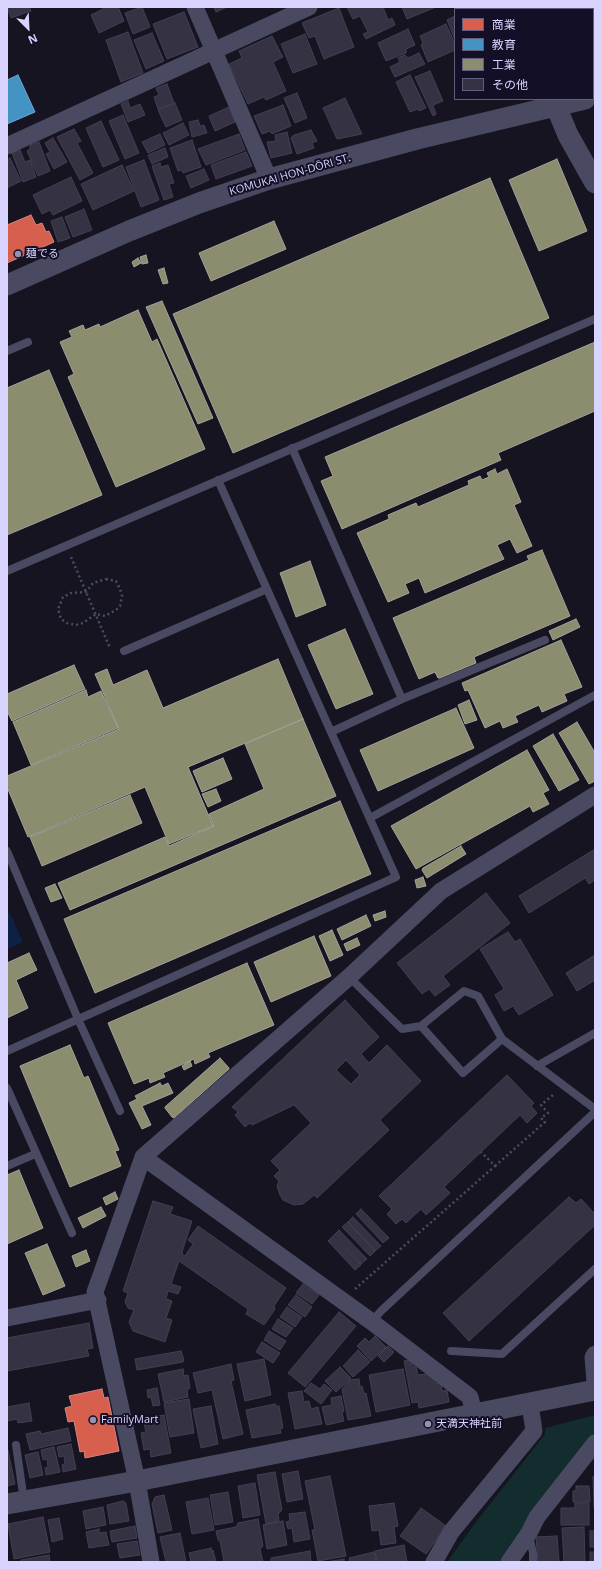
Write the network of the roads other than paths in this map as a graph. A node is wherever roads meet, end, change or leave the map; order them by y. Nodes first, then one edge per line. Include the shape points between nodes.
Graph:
1 (195, 7) edge
2 (309, 7) edge
3 (214, 51) junction
4 (578, 100) edge
5 (555, 103) edge
6 (7, 146) edge
7 (592, 172) edge
8 (269, 179) junction
9 (7, 285) edge
10 (595, 319) edge
11 (28, 342) dead end
12 (7, 351) edge
13 (292, 448) junction
14 (218, 480) junction
15 (7, 571) edge
16 (267, 589) junction
17 (545, 640) dead end
18 (124, 651) dead end
19 (595, 696) edge
20 (402, 699) junction
21 (331, 732) junction
22 (595, 795) edge
23 (370, 818) junction
24 (7, 851) edge
25 (349, 977) junction
26 (78, 1019) junction
27 (421, 1026) junction
28 (595, 1033) edge
29 (502, 1039) junction
30 (7, 1051) edge
31 (538, 1066) junction
32 (7, 1088) edge
33 (595, 1109) edge
34 (120, 1110) dead end
35 (595, 1112) edge
36 (36, 1154) junction
37 (143, 1157) junction
38 (7, 1166) edge
39 (72, 1233) dead end
40 (595, 1269) edge
41 (98, 1300) junction
42 (7, 1318) edge
43 (372, 1322) junction
44 (451, 1351) dead end
45 (595, 1354) edge
46 (595, 1382) edge
47 (595, 1390) edge
48 (530, 1404) junction
49 (474, 1414) junction
50 (595, 1443) edge
51 (16, 1445) dead end
52 (137, 1481) junction
53 (16, 1503) edge
54 (529, 1533) junction
55 (151, 1562) edge
56 (434, 1562) edge
57 (509, 1562) edge
58 (533, 1562) edge

1 - 3 street
2 - 3 street
3 - 6 street
3 - 8 street
4 - 5 street, KOMUKAI HON-DŌRI ST.
5 - 7 street via 568,135
5 - 8 street, KOMUKAI HON-DŌRI ST.
8 - 9 street, KOMUKAI HON-DŌRI ST. via 129,231
10 - 13 lane
11 - 12 lane
13 - 14 lane
13 - 20 lane
14 - 15 lane
14 - 16 lane
16 - 18 lane
16 - 21 lane
17 - 20 lane
19 - 23 lane
20 - 21 lane
21 - 23 lane
22 - 25 street via 441,891
23 - 26 lane via 396,877
24 - 26 lane
25 - 27 lane via 402,1029
25 - 37 street
26 - 30 lane
26 - 34 lane
27 - 29 lane via 463,1072
27 - 29 lane via 464,990 478,996
28 - 31 lane
29 - 31 lane
31 - 33 lane
32 - 36 lane
35 - 43 lane
36 - 38 lane
36 - 39 lane
37 - 41 street via 95,1292
37 - 43 street
40 - 44 lane via 502,1354
41 - 42 street
41 - 52 street
43 - 49 street via 470,1396
45 - 46 street
47 - 48 street
48 - 49 street
48 - 56 street via 534,1431 451,1532
49 - 52 street
50 - 54 street via 537,1516
51 - 53 lane
52 - 53 street
52 - 55 street
54 - 57 street
54 - 58 lane

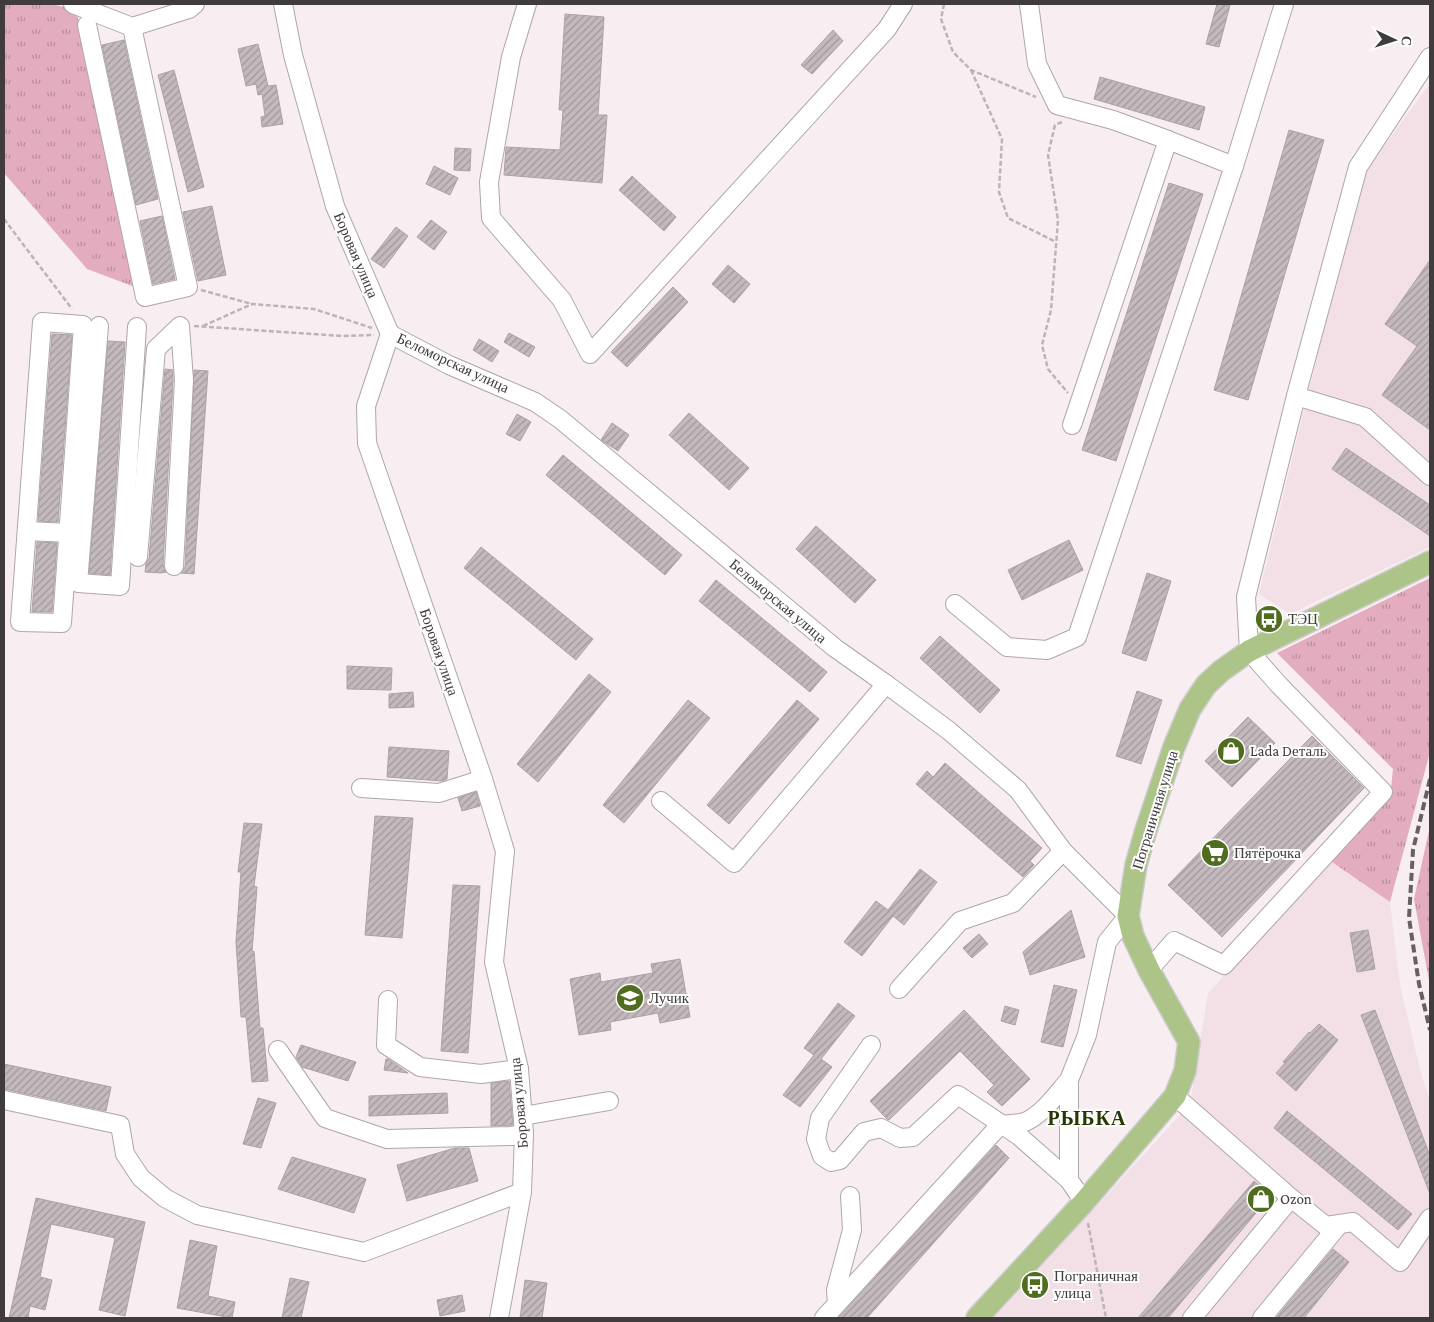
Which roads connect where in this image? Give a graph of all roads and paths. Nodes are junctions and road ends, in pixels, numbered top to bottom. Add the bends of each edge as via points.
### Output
1 (73, 4) edge
2 (195, 4) edge
3 (283, 4) edge
4 (526, 4) edge
5 (903, 4) edge
6 (944, 4) edge
7 (1028, 4) edge
8 (1284, 4) edge
9 (87, 25) dead end
10 (132, 28) junction
11 (1430, 57) edge
12 (972, 70) junction
13 (1057, 105) junction
14 (1082, 113) junction
15 (1168, 140) junction
16 (1234, 166) junction
17 (1056, 242) junction
18 (188, 287) junction
19 (252, 304) junction
20 (99, 326) dead end
21 (202, 326) dead end
22 (137, 327) dead end
23 (390, 334) junction
24 (1296, 396) junction
25 (1078, 406) junction
26 (1072, 425) dead end
27 (1430, 476) edge
28 (28, 531) junction
29 (69, 533) junction
30 (138, 557) dead end
31 (1430, 562) edge
32 (174, 566) dead end
33 (955, 604) dead end
34 (1250, 651) junction
35 (886, 684) junction
36 (482, 779) junction
37 (361, 788) dead end
38 (661, 801) dead end
39 (1062, 850) junction
40 (1128, 916) junction
41 (1149, 970) junction
42 (899, 989) dead end
43 (388, 1000) dead end
44 (872, 1045) dead end
45 (278, 1050) dead end
46 (519, 1069) junction
47 (1069, 1080) junction
48 (1176, 1096) junction
49 (4, 1100) edge
50 (610, 1100) dead end
51 (523, 1116) junction
52 (1000, 1125) junction
53 (524, 1134) junction
54 (1069, 1180) junction
55 (522, 1192) junction
56 (850, 1196) dead end
57 (1291, 1198) junction
58 (1084, 1202) junction
59 (1430, 1218) edge
60 (1338, 1226) junction
61 (837, 1302) junction
62 (499, 1318) edge
63 (824, 1318) edge
64 (977, 1318) edge
65 (1106, 1318) edge
66 (1192, 1318) edge
67 (1262, 1318) edge

1 - 10 street
2 - 10 street via 189,9
3 - 23 street, Боровая улица via 293,54 335,206
4 - 5 street via 511,57 489,182 491,218 562,300 590,354 886,29
6 - 12 path via 942,19 952,52
7 - 13 street via 1037,64
8 - 16 street
9 - 18 street via 145,297
10 - 18 street
11 - 24 street via 1358,167
12 - 13 path
12 - 17 path via 1002,139 999,192 1008,218
13 - 14 street
14 - 15 street via 1113,120
14 - 17 path via 1055,125 1048,154 1058,220
15 - 16 street
15 - 25 street
16 - 33 street via 1077,637 1047,650 1007,647
17 - 25 path via 1051,310 1042,345 1048,369
18 - 19 path
19 - 21 path
19 - 23 path via 314,309
20 - 22 street via 78,583 120,586
23 - 35 street, Беломорская улица via 450,365 535,402 560,419 835,648
23 - 36 street, Боровая улица via 366,406 367,443
24 - 27 street via 1365,417
24 - 34 street via 1246,597
25 - 26 street
28 - 29 street
28 - 29 street via 20,622 62,623
28 - 29 street via 42,322 83,325
30 - 32 street via 156,349 180,326 184,380
31 - 34 main road, Пограничная улица
34 - 40 main road, Пограничная улица via 1206,685 1190,709 1146,830 1136,865
34 - 41 street via 1384,792 1224,965 1174,942
35 - 38 street via 734,862
35 - 39 street, Беломорская улица via 948,730 1018,790
36 - 37 street via 439,793
36 - 46 street, Боровая улица via 505,852 494,962
39 - 40 street, Беломорская улица
39 - 42 street via 1013,903 960,922
40 - 41 main road, Пограничная улица via 1133,936
40 - 47 street via 1107,942 1087,1035
41 - 48 main road, Пограничная улица via 1189,1042 1186,1070
43 - 46 street via 386,1045 420,1067 481,1074
44 - 52 street via 820,1118 816,1139 822,1156 831,1162 840,1160 864,1132 881,1128 900,1138 913,1137 958,1095
45 - 53 street via 325,1118 387,1140
46 - 51 street, Боровая улица
47 - 52 street via 1034,1116 1023,1122
47 - 54 street
48 - 57 street
48 - 58 main road, Пограничная улица
49 - 55 street via 120,1125 125,1154 141,1178 165,1198 197,1215 364,1252
50 - 51 street
51 - 53 street, Боровая улица
52 - 54 street via 1019,1136
52 - 61 street
53 - 55 street, Боровая улица
54 - 58 street
55 - 62 street, Боровая улица
56 - 61 street via 852,1230 836,1290
57 - 60 street via 1326,1226
57 - 66 street
58 - 64 main road, Пограничная улица
58 - 65 path
59 - 60 street via 1400,1262 1353,1222
60 - 67 street
61 - 63 street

• **Exercise**
All of the entries above need to be repeated exactly, minus the pictures.

• **Answer below**
Write the network of the roads other than paths in this map as a graph. A node is wherever roads meet, end, change or leave the map; order them by y. Nodes first, then one edge per line. Include the shape points between nodes.
Graph:
1 (195, 7) edge
2 (309, 7) edge
3 (214, 51) junction
4 (578, 100) edge
5 (555, 103) edge
6 (7, 146) edge
7 (592, 172) edge
8 (269, 179) junction
9 (7, 285) edge
10 (595, 319) edge
11 (28, 342) dead end
12 (7, 351) edge
13 (292, 448) junction
14 (218, 480) junction
15 (7, 571) edge
16 (267, 589) junction
17 (545, 640) dead end
18 (124, 651) dead end
19 (595, 696) edge
20 (402, 699) junction
21 (331, 732) junction
22 (595, 795) edge
23 (370, 818) junction
24 (7, 851) edge
25 (349, 977) junction
26 (78, 1019) junction
27 (421, 1026) junction
28 (595, 1033) edge
29 (502, 1039) junction
30 (7, 1051) edge
31 (538, 1066) junction
32 (7, 1088) edge
33 (595, 1109) edge
34 (120, 1110) dead end
35 (595, 1112) edge
36 (36, 1154) junction
37 (143, 1157) junction
38 (7, 1166) edge
39 (72, 1233) dead end
40 (595, 1269) edge
41 (98, 1300) junction
42 (7, 1318) edge
43 (372, 1322) junction
44 (451, 1351) dead end
45 (595, 1354) edge
46 (595, 1382) edge
47 (595, 1390) edge
48 (530, 1404) junction
49 (474, 1414) junction
50 (595, 1443) edge
51 (16, 1445) dead end
52 (137, 1481) junction
53 (16, 1503) edge
54 (529, 1533) junction
55 (151, 1562) edge
56 (434, 1562) edge
57 (509, 1562) edge
58 (533, 1562) edge

1 - 3 street
2 - 3 street
3 - 6 street
3 - 8 street
4 - 5 street, KOMUKAI HON-DŌRI ST.
5 - 7 street via 568,135
5 - 8 street, KOMUKAI HON-DŌRI ST.
8 - 9 street, KOMUKAI HON-DŌRI ST. via 129,231
10 - 13 lane
11 - 12 lane
13 - 14 lane
13 - 20 lane
14 - 15 lane
14 - 16 lane
16 - 18 lane
16 - 21 lane
17 - 20 lane
19 - 23 lane
20 - 21 lane
21 - 23 lane
22 - 25 street via 441,891
23 - 26 lane via 396,877
24 - 26 lane
25 - 27 lane via 402,1029
25 - 37 street
26 - 30 lane
26 - 34 lane
27 - 29 lane via 463,1072
27 - 29 lane via 464,990 478,996
28 - 31 lane
29 - 31 lane
31 - 33 lane
32 - 36 lane
35 - 43 lane
36 - 38 lane
36 - 39 lane
37 - 41 street via 95,1292
37 - 43 street
40 - 44 lane via 502,1354
41 - 42 street
41 - 52 street
43 - 49 street via 470,1396
45 - 46 street
47 - 48 street
48 - 49 street
48 - 56 street via 534,1431 451,1532
49 - 52 street
50 - 54 street via 537,1516
51 - 53 lane
52 - 53 street
52 - 55 street
54 - 57 street
54 - 58 lane

Which roads connect where in this image? Give a graph of all roads and paths. Nodes are junctions and road ends, in pixels, numbered top to bottom. Add the bends of each edge as via points.
### Output
1 (73, 4) edge
2 (195, 4) edge
3 (283, 4) edge
4 (526, 4) edge
5 (903, 4) edge
6 (944, 4) edge
7 (1028, 4) edge
8 (1284, 4) edge
9 (87, 25) dead end
10 (132, 28) junction
11 (1430, 57) edge
12 (972, 70) junction
13 (1057, 105) junction
14 (1082, 113) junction
15 (1168, 140) junction
16 (1234, 166) junction
17 (1056, 242) junction
18 (188, 287) junction
19 (252, 304) junction
20 (99, 326) dead end
21 (202, 326) dead end
22 (137, 327) dead end
23 (390, 334) junction
24 (1296, 396) junction
25 (1078, 406) junction
26 (1072, 425) dead end
27 (1430, 476) edge
28 (28, 531) junction
29 (69, 533) junction
30 (138, 557) dead end
31 (1430, 562) edge
32 (174, 566) dead end
33 (955, 604) dead end
34 (1250, 651) junction
35 (886, 684) junction
36 (482, 779) junction
37 (361, 788) dead end
38 (661, 801) dead end
39 (1062, 850) junction
40 (1128, 916) junction
41 (1149, 970) junction
42 (899, 989) dead end
43 (388, 1000) dead end
44 (872, 1045) dead end
45 (278, 1050) dead end
46 (519, 1069) junction
47 (1069, 1080) junction
48 (1176, 1096) junction
49 (4, 1100) edge
50 (610, 1100) dead end
51 (523, 1116) junction
52 (1000, 1125) junction
53 (524, 1134) junction
54 (1069, 1180) junction
55 (522, 1192) junction
56 (850, 1196) dead end
57 (1291, 1198) junction
58 (1084, 1202) junction
59 (1430, 1218) edge
60 (1338, 1226) junction
61 (837, 1302) junction
62 (499, 1318) edge
63 (824, 1318) edge
64 (977, 1318) edge
65 (1106, 1318) edge
66 (1192, 1318) edge
67 (1262, 1318) edge

1 - 10 street
2 - 10 street via 189,9
3 - 23 street, Боровая улица via 293,54 335,206
4 - 5 street via 511,57 489,182 491,218 562,300 590,354 886,29
6 - 12 path via 942,19 952,52
7 - 13 street via 1037,64
8 - 16 street
9 - 18 street via 145,297
10 - 18 street
11 - 24 street via 1358,167
12 - 13 path
12 - 17 path via 1002,139 999,192 1008,218
13 - 14 street
14 - 15 street via 1113,120
14 - 17 path via 1055,125 1048,154 1058,220
15 - 16 street
15 - 25 street
16 - 33 street via 1077,637 1047,650 1007,647
17 - 25 path via 1051,310 1042,345 1048,369
18 - 19 path
19 - 21 path
19 - 23 path via 314,309
20 - 22 street via 78,583 120,586
23 - 35 street, Беломорская улица via 450,365 535,402 560,419 835,648
23 - 36 street, Боровая улица via 366,406 367,443
24 - 27 street via 1365,417
24 - 34 street via 1246,597
25 - 26 street
28 - 29 street
28 - 29 street via 20,622 62,623
28 - 29 street via 42,322 83,325
30 - 32 street via 156,349 180,326 184,380
31 - 34 main road, Пограничная улица
34 - 40 main road, Пограничная улица via 1206,685 1190,709 1146,830 1136,865
34 - 41 street via 1384,792 1224,965 1174,942
35 - 38 street via 734,862
35 - 39 street, Беломорская улица via 948,730 1018,790
36 - 37 street via 439,793
36 - 46 street, Боровая улица via 505,852 494,962
39 - 40 street, Беломорская улица
39 - 42 street via 1013,903 960,922
40 - 41 main road, Пограничная улица via 1133,936
40 - 47 street via 1107,942 1087,1035
41 - 48 main road, Пограничная улица via 1189,1042 1186,1070
43 - 46 street via 386,1045 420,1067 481,1074
44 - 52 street via 820,1118 816,1139 822,1156 831,1162 840,1160 864,1132 881,1128 900,1138 913,1137 958,1095
45 - 53 street via 325,1118 387,1140
46 - 51 street, Боровая улица
47 - 52 street via 1034,1116 1023,1122
47 - 54 street
48 - 57 street
48 - 58 main road, Пограничная улица
49 - 55 street via 120,1125 125,1154 141,1178 165,1198 197,1215 364,1252
50 - 51 street
51 - 53 street, Боровая улица
52 - 54 street via 1019,1136
52 - 61 street
53 - 55 street, Боровая улица
54 - 58 street
55 - 62 street, Боровая улица
56 - 61 street via 852,1230 836,1290
57 - 60 street via 1326,1226
57 - 66 street
58 - 64 main road, Пограничная улица
58 - 65 path
59 - 60 street via 1400,1262 1353,1222
60 - 67 street
61 - 63 street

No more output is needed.